Stored items from a collection
[Start of section]

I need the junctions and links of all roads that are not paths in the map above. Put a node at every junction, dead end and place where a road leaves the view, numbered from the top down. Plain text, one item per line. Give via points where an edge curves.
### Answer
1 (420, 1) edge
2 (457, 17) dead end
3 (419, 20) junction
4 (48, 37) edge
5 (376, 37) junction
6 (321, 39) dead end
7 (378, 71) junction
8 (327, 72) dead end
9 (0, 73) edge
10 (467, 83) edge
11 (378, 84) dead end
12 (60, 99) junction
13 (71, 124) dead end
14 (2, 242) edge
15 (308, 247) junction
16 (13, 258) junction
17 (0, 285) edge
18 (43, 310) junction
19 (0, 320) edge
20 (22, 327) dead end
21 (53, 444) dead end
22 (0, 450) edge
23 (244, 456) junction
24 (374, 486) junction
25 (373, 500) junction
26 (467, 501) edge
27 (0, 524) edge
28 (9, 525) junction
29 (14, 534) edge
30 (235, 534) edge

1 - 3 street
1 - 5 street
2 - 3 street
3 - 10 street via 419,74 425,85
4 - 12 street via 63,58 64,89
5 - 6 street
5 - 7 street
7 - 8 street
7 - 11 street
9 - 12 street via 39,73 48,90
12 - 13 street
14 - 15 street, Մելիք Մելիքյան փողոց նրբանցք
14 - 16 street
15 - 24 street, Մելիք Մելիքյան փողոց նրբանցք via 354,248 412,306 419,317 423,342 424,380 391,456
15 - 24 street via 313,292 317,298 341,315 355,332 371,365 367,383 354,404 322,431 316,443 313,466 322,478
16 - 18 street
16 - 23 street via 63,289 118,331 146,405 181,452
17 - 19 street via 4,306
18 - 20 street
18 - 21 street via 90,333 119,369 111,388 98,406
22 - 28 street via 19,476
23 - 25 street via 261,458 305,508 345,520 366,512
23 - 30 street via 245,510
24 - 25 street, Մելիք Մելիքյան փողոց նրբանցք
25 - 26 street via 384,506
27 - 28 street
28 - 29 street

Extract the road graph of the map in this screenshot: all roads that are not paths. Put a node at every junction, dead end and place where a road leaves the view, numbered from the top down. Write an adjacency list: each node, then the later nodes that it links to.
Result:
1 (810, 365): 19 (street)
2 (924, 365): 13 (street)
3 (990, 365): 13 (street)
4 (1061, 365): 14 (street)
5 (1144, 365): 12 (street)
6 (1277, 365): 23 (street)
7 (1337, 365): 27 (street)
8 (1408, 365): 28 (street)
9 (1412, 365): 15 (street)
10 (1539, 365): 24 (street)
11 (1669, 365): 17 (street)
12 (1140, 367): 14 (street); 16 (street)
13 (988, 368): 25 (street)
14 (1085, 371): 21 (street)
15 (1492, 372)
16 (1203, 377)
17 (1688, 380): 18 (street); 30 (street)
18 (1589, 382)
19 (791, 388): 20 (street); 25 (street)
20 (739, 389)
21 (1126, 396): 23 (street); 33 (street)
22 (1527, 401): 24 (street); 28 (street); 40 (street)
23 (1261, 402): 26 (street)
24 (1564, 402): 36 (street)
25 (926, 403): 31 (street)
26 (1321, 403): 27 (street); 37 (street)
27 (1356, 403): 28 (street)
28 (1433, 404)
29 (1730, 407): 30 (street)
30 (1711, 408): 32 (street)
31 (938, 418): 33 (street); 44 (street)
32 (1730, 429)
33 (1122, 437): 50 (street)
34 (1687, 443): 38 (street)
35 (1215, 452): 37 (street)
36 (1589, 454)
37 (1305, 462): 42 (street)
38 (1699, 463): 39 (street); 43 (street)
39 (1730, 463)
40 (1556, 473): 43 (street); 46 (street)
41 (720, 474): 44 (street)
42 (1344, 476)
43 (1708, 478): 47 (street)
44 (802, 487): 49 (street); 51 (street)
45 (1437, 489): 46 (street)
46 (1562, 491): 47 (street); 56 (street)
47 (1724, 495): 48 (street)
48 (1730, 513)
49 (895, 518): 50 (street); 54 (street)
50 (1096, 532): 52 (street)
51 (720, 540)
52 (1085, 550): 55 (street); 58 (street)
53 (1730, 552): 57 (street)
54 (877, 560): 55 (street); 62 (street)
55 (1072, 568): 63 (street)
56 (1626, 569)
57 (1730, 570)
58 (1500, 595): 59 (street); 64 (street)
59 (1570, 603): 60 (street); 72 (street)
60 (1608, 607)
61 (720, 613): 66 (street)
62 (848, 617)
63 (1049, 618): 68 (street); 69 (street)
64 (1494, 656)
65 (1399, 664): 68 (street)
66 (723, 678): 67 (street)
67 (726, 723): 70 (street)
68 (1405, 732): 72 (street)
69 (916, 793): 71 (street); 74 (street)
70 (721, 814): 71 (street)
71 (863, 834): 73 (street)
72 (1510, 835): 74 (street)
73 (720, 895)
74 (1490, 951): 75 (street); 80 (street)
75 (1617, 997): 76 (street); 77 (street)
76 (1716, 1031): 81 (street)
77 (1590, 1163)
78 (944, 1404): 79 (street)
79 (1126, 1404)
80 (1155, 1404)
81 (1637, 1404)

[End of section]

- _WHAT YOU HAVE TO DO_:
Nothing may be left out. Retype all the entries exactly.

- _YOUR RESPONSE_:
I need the junctions and links of all roads that are not paths in the map above. Put a node at every junction, dead end and place where a road leaves the view, numbered from the top down. Plain text, one item per line. Give via points where an edge curves.
### Answer
1 (420, 1) edge
2 (457, 17) dead end
3 (419, 20) junction
4 (48, 37) edge
5 (376, 37) junction
6 (321, 39) dead end
7 (378, 71) junction
8 (327, 72) dead end
9 (0, 73) edge
10 (467, 83) edge
11 (378, 84) dead end
12 (60, 99) junction
13 (71, 124) dead end
14 (2, 242) edge
15 (308, 247) junction
16 (13, 258) junction
17 (0, 285) edge
18 (43, 310) junction
19 (0, 320) edge
20 (22, 327) dead end
21 (53, 444) dead end
22 (0, 450) edge
23 (244, 456) junction
24 (374, 486) junction
25 (373, 500) junction
26 (467, 501) edge
27 (0, 524) edge
28 (9, 525) junction
29 (14, 534) edge
30 (235, 534) edge

1 - 3 street
1 - 5 street
2 - 3 street
3 - 10 street via 419,74 425,85
4 - 12 street via 63,58 64,89
5 - 6 street
5 - 7 street
7 - 8 street
7 - 11 street
9 - 12 street via 39,73 48,90
12 - 13 street
14 - 15 street, Մելիք Մելիքյան փողոց նրբանցք
14 - 16 street
15 - 24 street, Մելիք Մելիքյան փողոց նրբանցք via 354,248 412,306 419,317 423,342 424,380 391,456
15 - 24 street via 313,292 317,298 341,315 355,332 371,365 367,383 354,404 322,431 316,443 313,466 322,478
16 - 18 street
16 - 23 street via 63,289 118,331 146,405 181,452
17 - 19 street via 4,306
18 - 20 street
18 - 21 street via 90,333 119,369 111,388 98,406
22 - 28 street via 19,476
23 - 25 street via 261,458 305,508 345,520 366,512
23 - 30 street via 245,510
24 - 25 street, Մելիք Մելիքյան փողոց նրբանցք
25 - 26 street via 384,506
27 - 28 street
28 - 29 street

Extract the road graph of the map in this screenshot: all roads that are not paths. Put a node at every junction, dead end and place where a road leaves the view, numbered from the top down. Write an adjacency list: each node, then the later nodes that it links to.
Result:
1 (810, 365): 19 (street)
2 (924, 365): 13 (street)
3 (990, 365): 13 (street)
4 (1061, 365): 14 (street)
5 (1144, 365): 12 (street)
6 (1277, 365): 23 (street)
7 (1337, 365): 27 (street)
8 (1408, 365): 28 (street)
9 (1412, 365): 15 (street)
10 (1539, 365): 24 (street)
11 (1669, 365): 17 (street)
12 (1140, 367): 14 (street); 16 (street)
13 (988, 368): 25 (street)
14 (1085, 371): 21 (street)
15 (1492, 372)
16 (1203, 377)
17 (1688, 380): 18 (street); 30 (street)
18 (1589, 382)
19 (791, 388): 20 (street); 25 (street)
20 (739, 389)
21 (1126, 396): 23 (street); 33 (street)
22 (1527, 401): 24 (street); 28 (street); 40 (street)
23 (1261, 402): 26 (street)
24 (1564, 402): 36 (street)
25 (926, 403): 31 (street)
26 (1321, 403): 27 (street); 37 (street)
27 (1356, 403): 28 (street)
28 (1433, 404)
29 (1730, 407): 30 (street)
30 (1711, 408): 32 (street)
31 (938, 418): 33 (street); 44 (street)
32 (1730, 429)
33 (1122, 437): 50 (street)
34 (1687, 443): 38 (street)
35 (1215, 452): 37 (street)
36 (1589, 454)
37 (1305, 462): 42 (street)
38 (1699, 463): 39 (street); 43 (street)
39 (1730, 463)
40 (1556, 473): 43 (street); 46 (street)
41 (720, 474): 44 (street)
42 (1344, 476)
43 (1708, 478): 47 (street)
44 (802, 487): 49 (street); 51 (street)
45 (1437, 489): 46 (street)
46 (1562, 491): 47 (street); 56 (street)
47 (1724, 495): 48 (street)
48 (1730, 513)
49 (895, 518): 50 (street); 54 (street)
50 (1096, 532): 52 (street)
51 (720, 540)
52 (1085, 550): 55 (street); 58 (street)
53 (1730, 552): 57 (street)
54 (877, 560): 55 (street); 62 (street)
55 (1072, 568): 63 (street)
56 (1626, 569)
57 (1730, 570)
58 (1500, 595): 59 (street); 64 (street)
59 (1570, 603): 60 (street); 72 (street)
60 (1608, 607)
61 (720, 613): 66 (street)
62 (848, 617)
63 (1049, 618): 68 (street); 69 (street)
64 (1494, 656)
65 (1399, 664): 68 (street)
66 (723, 678): 67 (street)
67 (726, 723): 70 (street)
68 (1405, 732): 72 (street)
69 (916, 793): 71 (street); 74 (street)
70 (721, 814): 71 (street)
71 (863, 834): 73 (street)
72 (1510, 835): 74 (street)
73 (720, 895)
74 (1490, 951): 75 (street); 80 (street)
75 (1617, 997): 76 (street); 77 (street)
76 (1716, 1031): 81 (street)
77 (1590, 1163)
78 (944, 1404): 79 (street)
79 (1126, 1404)
80 (1155, 1404)
81 (1637, 1404)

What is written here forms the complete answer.